The proposed Cyber Intelligence Sharing and Protection Act (CISPA) is galvanizing government and industry over whether we need federally mandated security legislation and what it should look like. The crux of the debate, whether personal privacy violations and information misuse will occur in the name of cyber security, is a thorny issue. Opponents of legislation that would mandate information sharing between the government and private sector about cyber threats claim it would be too burdensome for corporations to implement and could threaten civil liberties and privacy.
Both groups can agree that government networks, critical infrastructure and corporate assets are under more frequent and sophisticated cyber attack. These result in information security breaches that are often only discovered after the fact – sometimes months later and, often, by others.

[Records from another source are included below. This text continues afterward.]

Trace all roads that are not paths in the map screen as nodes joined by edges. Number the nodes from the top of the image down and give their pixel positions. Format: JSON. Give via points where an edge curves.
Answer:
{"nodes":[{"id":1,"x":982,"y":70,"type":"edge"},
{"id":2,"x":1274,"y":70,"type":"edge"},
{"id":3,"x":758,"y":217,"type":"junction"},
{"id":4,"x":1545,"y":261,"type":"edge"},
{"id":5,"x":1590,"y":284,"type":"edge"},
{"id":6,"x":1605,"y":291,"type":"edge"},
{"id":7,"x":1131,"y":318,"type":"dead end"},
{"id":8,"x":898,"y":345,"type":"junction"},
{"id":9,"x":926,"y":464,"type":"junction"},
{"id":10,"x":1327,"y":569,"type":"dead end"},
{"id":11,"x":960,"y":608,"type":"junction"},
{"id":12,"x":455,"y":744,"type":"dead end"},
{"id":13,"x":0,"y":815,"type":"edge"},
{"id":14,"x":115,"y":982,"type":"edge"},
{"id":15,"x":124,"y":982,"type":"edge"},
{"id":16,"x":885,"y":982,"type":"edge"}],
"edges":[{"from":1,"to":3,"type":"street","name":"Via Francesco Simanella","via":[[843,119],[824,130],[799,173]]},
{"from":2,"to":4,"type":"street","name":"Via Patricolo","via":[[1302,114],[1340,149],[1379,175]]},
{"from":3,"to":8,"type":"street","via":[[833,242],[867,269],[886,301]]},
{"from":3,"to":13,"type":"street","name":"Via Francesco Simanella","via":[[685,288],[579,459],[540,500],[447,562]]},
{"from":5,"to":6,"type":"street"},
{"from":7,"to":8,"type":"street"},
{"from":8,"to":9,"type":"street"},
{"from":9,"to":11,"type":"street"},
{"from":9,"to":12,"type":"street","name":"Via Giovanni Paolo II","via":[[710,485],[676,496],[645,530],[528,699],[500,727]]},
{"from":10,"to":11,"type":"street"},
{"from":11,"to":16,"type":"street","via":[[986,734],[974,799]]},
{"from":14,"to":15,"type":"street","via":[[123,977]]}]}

Until now, the United States has taken a consumer-focused approach to cyber security, mandating that only data breaches affecting consumers and their personal information need be disclosed. California's “right to know” disclosure law (SB-1386), which was copied by other states, is a good example. This approach is based on the premise that data security should be driven by consumer protection and not by government's anti-terrorism or crime-prevention initiatives. Ultimately, organizations that fail to protect against data breaches will suffer, as consumers seek better security from competitors.
But, at the end of the day, we need to understand that cyber criminals are coordinating their efforts and are well versed in sharing vulnerabilities and attack methodologies. To counter them, government and private industry have to work hand-in-hand to quickly dissipate information about threats. Europe, where the private industry and government agencies share threat information, has already learned this lesson.
The emergence of information-sharing communities, such as the Red Sky Alliance, is a good first step. Now we need legislation that openly promotes the sharing of cyber attack intelligence across government and corporate boundaries, while at the same time protecting personal privacy.